As mulheres vão entrar em um dos últimos redutos exclusivamente masculinos. O Corpo de Bombeiros (CB) do Paraná abriu 20 vagas e no próximo ano elas vão fazer parte da corporação. Segundo a professora de Psicologia do Trabalho da Universidade Tuiuti do Paraná (UTP), Marilene Zazula Beatriz, não existe mais áreas onde só os homens atuam. Porém, em muitas delas a supremacia ainda é masculina.

No Corpo de Bombeiros as mulheres vão realizar o mesmo trabalho que os demais soldados. Entre as atividades estão salvamentos aquáticos e em altura e o combate a incêndios. As provas físicas do concurso são parecidas com as dos homens, com pequenas adaptações em virtude das diferenças físicas. No mergulho a quatro metros de profundidade, por exemplo, ao invés de três objetos, elas precisam pegar dois. Na subida de corda, podem usar as mãos e os pés. “A corporação tem grande expectativa. Acredito que elas vão fazer um bom trabalho. Já mostraram a sua capacidade trabalhando como salva-vidas voluntárias durante a temporada de praia”, destaca o tenente Eduardo Gomes Pinheiro, chefe do setor de relações públicas do CB. No entanto, o número de vagas oferecidas para as mulheres ainda é pequeno. Para os homens são 273 vagas.

Guerra dos sexos

Segundo Marilene, as engenharias elétrica e a mecânica também são dominadas pelos homens, e até mesmo dentro de alguns ramos da medicina existe esse desequilíbrio. A maioria dos cardiologistas, por exemplo, é do sexo masculino. Ela explica que isso acontece porque a sociedade ainda define papéis exclusivos para cada sexo. Até mesmo na hora de encaminhar alunos para estágio, empresas revelam preferencia por rapazes ou moças de acordo com a função. “Mas o estágio é apenas um aprendizado”, considera.

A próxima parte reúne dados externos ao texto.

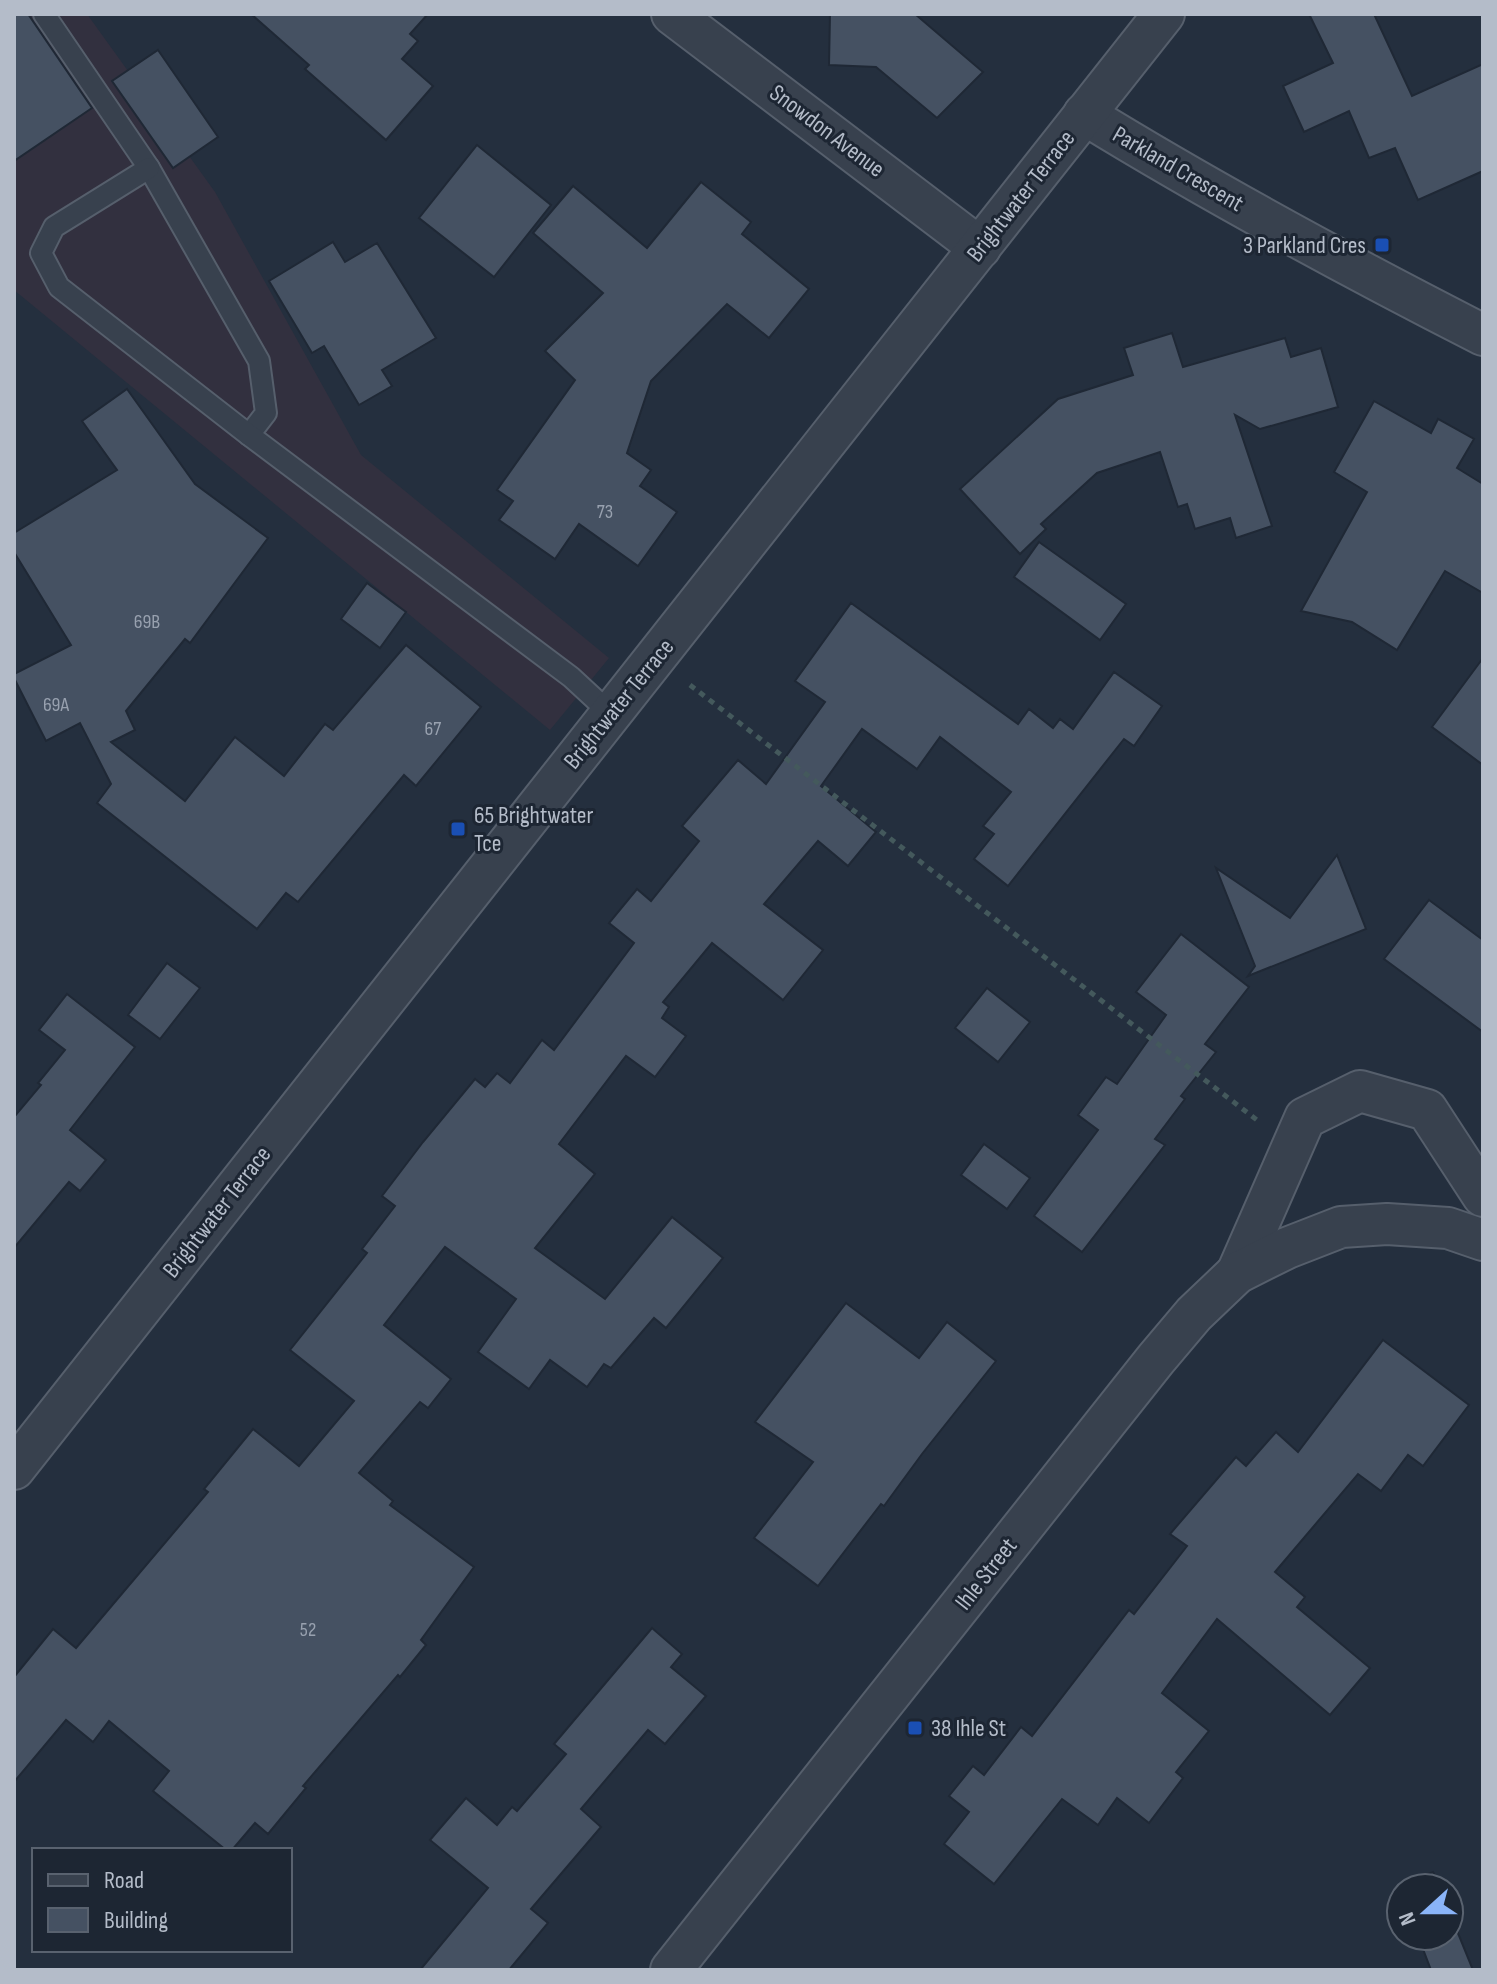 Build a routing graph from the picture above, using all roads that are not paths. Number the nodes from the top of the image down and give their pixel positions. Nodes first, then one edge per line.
1 (44, 14) edge
2 (672, 14) edge
3 (1164, 14) edge
4 (1084, 114) junction
5 (149, 168) junction
6 (980, 248) junction
7 (1483, 335) edge
8 (249, 435) junction
9 (611, 714) junction
10 (1483, 1196) edge
11 (1483, 1240) edge
12 (1237, 1273) junction
13 (14, 1469) edge
14 (671, 1970) edge

1 - 5 lane
2 - 6 street, Snowdon Avenue
3 - 4 street, Brightwater Terrace
4 - 6 street, Brightwater Terrace
4 - 7 street, Parkland Crescent
5 - 8 lane
5 - 8 lane
6 - 9 street, Brightwater Terrace
8 - 9 lane
9 - 13 street, Brightwater Terrace
10 - 12 street
11 - 12 street, Ihle Street
12 - 14 street, Ihle Street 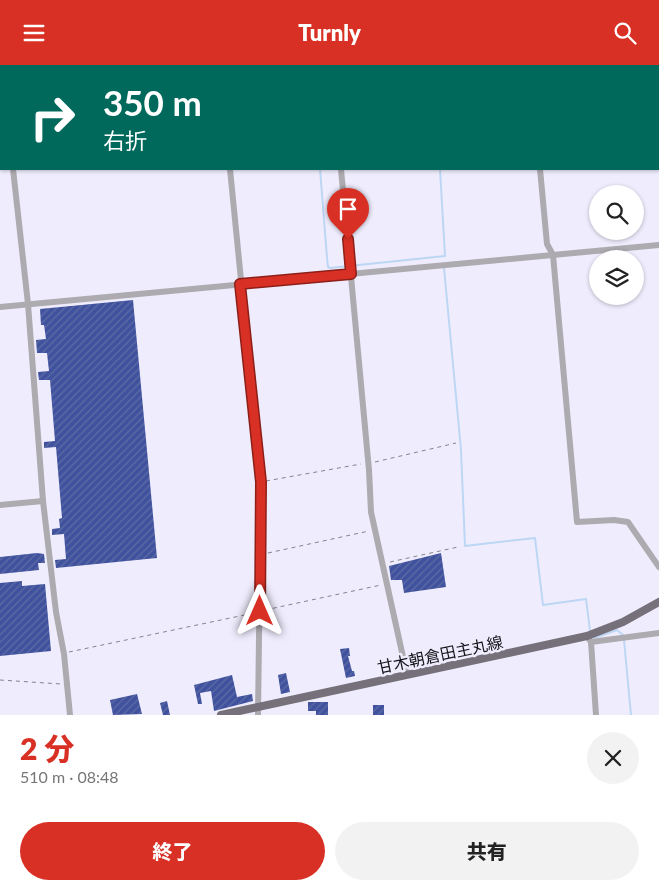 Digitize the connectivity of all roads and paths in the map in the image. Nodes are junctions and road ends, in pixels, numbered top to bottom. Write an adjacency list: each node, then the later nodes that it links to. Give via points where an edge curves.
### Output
1 (13, 170): 9 (street)
2 (230, 170): 8 (street)
3 (341, 170): 7 (street)
4 (540, 170): 6 (street, via 547,244)
5 (659, 245): 6 (street)
6 (553, 255): 7 (street); 20 (street, via 577,522 628,522)
7 (351, 274): 8 (street); 12 (street)
8 (240, 284): 9 (street); 13 (street)
9 (28, 304): 10 (street); 14 (street)
10 (0, 307)
11 (456, 443): 12 (path)
12 (369, 463): 13 (path); 16 (street)
13 (261, 482): 18 (street)
14 (44, 501): 15 (street); 26 (street)
15 (0, 505)
16 (374, 530): 18 (path); 19 (street)
17 (458, 547): 19 (path)
18 (260, 555): 23 (street)
19 (382, 564): 21 (street)
20 (659, 567)
21 (386, 584): 23 (path); 27 (street)
22 (659, 602): 25 (main road, 甘木朝倉田主丸線)
23 (260, 611): 26 (path); 30 (street)
24 (659, 633): 25 (street, via 624,638)
25 (591, 636): 27 (main road, 甘木朝倉田主丸線); 33 (street)
26 (64, 654): 29 (street)
27 (407, 675): 30 (main road, 甘木朝倉田主丸線)
28 (0, 680): 29 (path)
29 (67, 684): 31 (street)
30 (258, 711): 32 (main road, 甘木朝倉田主丸線)
31 (70, 715)
32 (221, 715)
33 (596, 715) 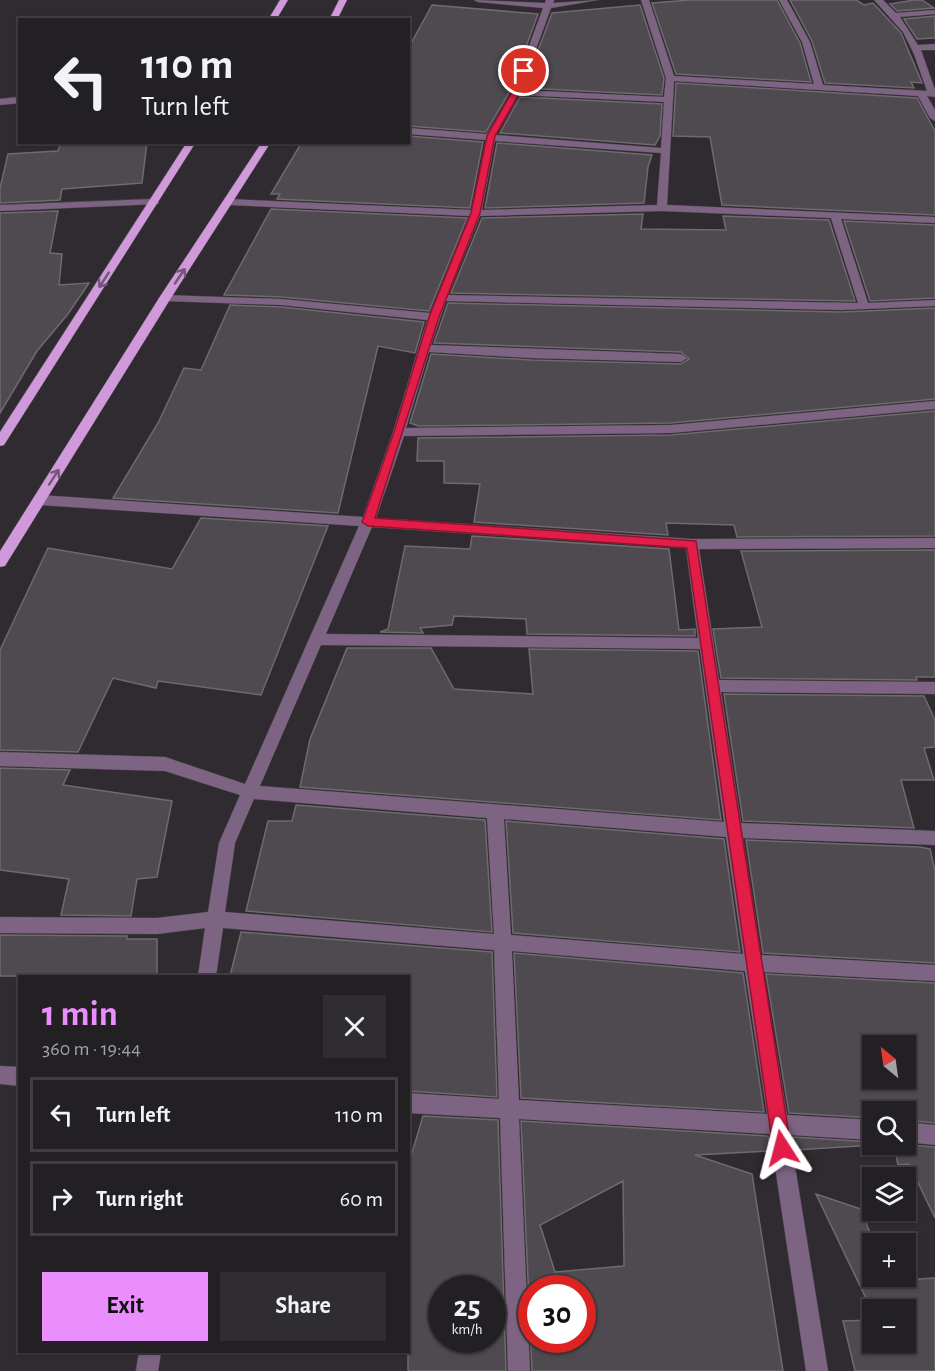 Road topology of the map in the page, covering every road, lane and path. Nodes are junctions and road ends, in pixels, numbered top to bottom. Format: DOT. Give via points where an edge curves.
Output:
graph roads {
  1 [pos="284,0"];
  2 [pos="343,0"];
  3 [pos="478,0"];
  4 [pos="594,0"];
  5 [pos="645,0"];
  6 [pos="783,0"];
  7 [pos="878,0"];
  8 [pos="548,3"];
  9 [pos="935,12"];
  10 [pos="896,15"];
  11 [pos="273,18"];
  12 [pos="334,18"];
  13 [pos="935,47"];
  14 [pos="918,48"];
  15 [pos="670,78"];
  16 [pos="820,87"];
  17 [pos="516,92"];
  18 [pos="930,94"];
  19 [pos="18,100"];
  20 [pos="669,100"];
  21 [pos="0,102"];
  22 [pos="935,118"];
  23 [pos="410,131"];
  24 [pos="491,136"];
  25 [pos="191,144"];
  26 [pos="266,144"];
  27 [pos="666,151"];
  28 [pos="154,202"];
  29 [pos="229,202"];
  30 [pos="0,208"];
  31 [pos="662,208"];
  32 [pos="476,213"];
  33 [pos="835,215"];
  34 [pos="935,220"];
  35 [pos="165,298"];
  36 [pos="443,298"];
  37 [pos="935,303"];
  38 [pos="864,306"];
  39 [pos="434,317"];
  40 [pos="425,348"];
  41 [pos="681,358"];
  42 [pos="935,405"];
  43 [pos="399,432"];
  44 [pos="0,442"];
  45 [pos="39,501"];
  46 [pos="368,522"];
  47 [pos="935,543"];
  48 [pos="692,544"];
  49 [pos="0,562"];
  50 [pos="317,639"];
  51 [pos="706,644"];
  52 [pos="713,686"];
  53 [pos="935,688"];
  54 [pos="0,759"];
  55 [pos="250,792"];
  56 [pos="495,811"];
  57 [pos="733,830"];
  58 [pos="935,838"];
  59 [pos="216,919"];
  60 [pos="0,925"];
  61 [pos="503,942"];
  62 [pos="753,963"];
  63 [pos="935,973"];
  64 [pos="207,975"];
  65 [pos="0,1075"];
  66 [pos="18,1077"];
  67 [pos="410,1103"];
  68 [pos="509,1110"];
  69 [pos="779,1125"];
  70 [pos="862,1129"];
  71 [pos="916,1133"];
  72 [pos="935,1135"];
  73 [pos="150,1353"];
  74 [pos="147,1371"];
  75 [pos="519,1371"];
  76 [pos="817,1371"];
  1 -- 11 [label="main road"];
  2 -- 12 [label="main road"];
  3 -- 8 [label="street"];
  4 -- 8 [label="street"];
  5 -- 15 [label="street"];
  6 -- 16 [label="street" via="806,42"];
  7 -- 10 [label="street"];
  8 -- 17 [label="street"];
  9 -- 10 [label="street"];
  10 -- 14 [label="street"];
  13 -- 14 [label="street"];
  14 -- 18 [label="street"];
  15 -- 16 [label="street"];
  15 -- 20 [label="street"];
  16 -- 18 [label="street"];
  17 -- 20 [label="street"];
  17 -- 24 [label="street"];
  18 -- 22 [label="street"];
  19 -- 21 [label="street"];
  20 -- 27 [label="street"];
  23 -- 24 [label="street"];
  24 -- 27 [label="street"];
  24 -- 32 [label="street"];
  25 -- 28 [label="main road"];
  26 -- 29 [label="main road"];
  27 -- 31 [label="street"];
  28 -- 30 [label="street"];
  28 -- 44 [label="main road, one-way"];
  29 -- 32 [label="street"];
  35 -- 29 [label="main road, one-way"];
  31 -- 32 [label="street"];
  31 -- 33 [label="street"];
  32 -- 36 [label="street"];
  33 -- 34 [label="street"];
  33 -- 38 [label="street"];
  35 -- 39 [label="street" via="281,302"];
  45 -- 35 [label="main road, one-way"];
  36 -- 38 [label="street"];
  36 -- 39 [label="street"];
  37 -- 38 [label="street"];
  39 -- 40 [label="street"];
  40 -- 41 [label="street"];
  40 -- 43 [label="street"];
  42 -- 43 [label="street" via="671,429"];
  43 -- 46 [label="street"];
  45 -- 46 [label="street"];
  45 -- 49 [label="main road"];
  46 -- 48 [label="street"];
  46 -- 50 [label="street"];
  47 -- 48 [label="street"];
  48 -- 51 [label="street"];
  50 -- 51 [label="street"];
  50 -- 55 [label="street"];
  51 -- 52 [label="street"];
  52 -- 53 [label="street"];
  52 -- 57 [label="street"];
  54 -- 55 [label="street" via="165,764"];
  55 -- 56 [label="street"];
  55 -- 59 [label="street" via="227,843"];
  56 -- 57 [label="street"];
  56 -- 61 [label="street"];
  57 -- 58 [label="street"];
  57 -- 62 [label="street"];
  59 -- 60 [label="street" via="157,926"];
  59 -- 61 [label="street"];
  59 -- 64 [label="street"];
  61 -- 62 [label="street"];
  61 -- 68 [label="street"];
  62 -- 63 [label="street"];
  62 -- 69 [label="street"];
  65 -- 66 [label="street"];
  67 -- 68 [label="street"];
  68 -- 69 [label="street"];
  68 -- 75 [label="street"];
  69 -- 70 [label="street"];
  69 -- 76 [label="street"];
  71 -- 72 [label="street"];
  73 -- 74 [label="street"];
}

A psicóloga comenta ainda que é comum ouvir as pessoas dizerem que os homens são ousados, possuem auto-confiança e têm capacidade para tomar decisões. Já as mulheres são mais apáticas, buscam apoio e preferem trabalhar em grupo a competir. “As características são comuns em ambos os sexos, variando de pessoa para pessoa”, corrige.

O mundo dos negócios mostra claramente a dificuldade que o sexo feminino tem para alcançar os cargos mais altos. Marilene remete a pesquisas que mostram que apenas 7% delas são presidentes de grandes empresas, e ganham até 16% menos que os homens.

Uma das justificativas masculinas é que as mulheres se preparam menos para o mercado. Mas os números atuais mostram que isso não é verdade. Nas universidades, quando não são a maioria, elas são a metade. Sem contar nas especializações e no estudo de línguas estrangeiras. “O problema é que na hora de escolher entre um homem e uma mulher com a mesma qualificação, geralmente ganha o homem”, afirma Marilene. A psicóloga reconhece também que parte da culpa é das próprias mulheres, afinal elas têm papel decisivo na formação do pensamento dos filhos.

Mas ela reconhece que as coisas estão mudando, e o processo é complicado para ambos os sexos. Para mostrar que são competentes elas vão ter que gastar o dobro da energia, enquanto os homens estão perdendo espaço.